:: Problem requirements ::
Find the word "pinky" in the listing, and copy out each line where it turns up.

:: Given records ::
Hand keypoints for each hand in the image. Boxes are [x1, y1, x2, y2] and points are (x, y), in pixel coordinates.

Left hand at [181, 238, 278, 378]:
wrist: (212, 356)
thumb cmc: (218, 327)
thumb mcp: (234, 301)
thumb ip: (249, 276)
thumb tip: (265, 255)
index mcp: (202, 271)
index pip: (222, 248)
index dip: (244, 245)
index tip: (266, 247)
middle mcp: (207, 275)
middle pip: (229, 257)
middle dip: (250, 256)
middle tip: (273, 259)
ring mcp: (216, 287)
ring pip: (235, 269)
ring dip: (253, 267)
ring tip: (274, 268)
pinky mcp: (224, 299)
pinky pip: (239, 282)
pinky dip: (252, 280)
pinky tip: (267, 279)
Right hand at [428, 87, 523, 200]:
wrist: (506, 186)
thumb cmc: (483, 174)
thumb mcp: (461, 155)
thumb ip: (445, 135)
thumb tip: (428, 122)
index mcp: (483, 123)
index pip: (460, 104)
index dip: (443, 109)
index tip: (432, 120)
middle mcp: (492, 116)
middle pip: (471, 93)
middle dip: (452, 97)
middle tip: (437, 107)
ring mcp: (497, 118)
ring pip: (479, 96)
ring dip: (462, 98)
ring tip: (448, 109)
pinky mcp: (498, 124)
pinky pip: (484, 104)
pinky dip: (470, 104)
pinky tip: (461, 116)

:: Answer for the task ::
pinky mcp: (224, 299)
pinky pip: (239, 282)
pinky dip: (252, 280)
pinky tip: (267, 279)
pinky mcp: (498, 124)
pinky pip: (484, 104)
pinky dip: (470, 104)
pinky tip: (461, 116)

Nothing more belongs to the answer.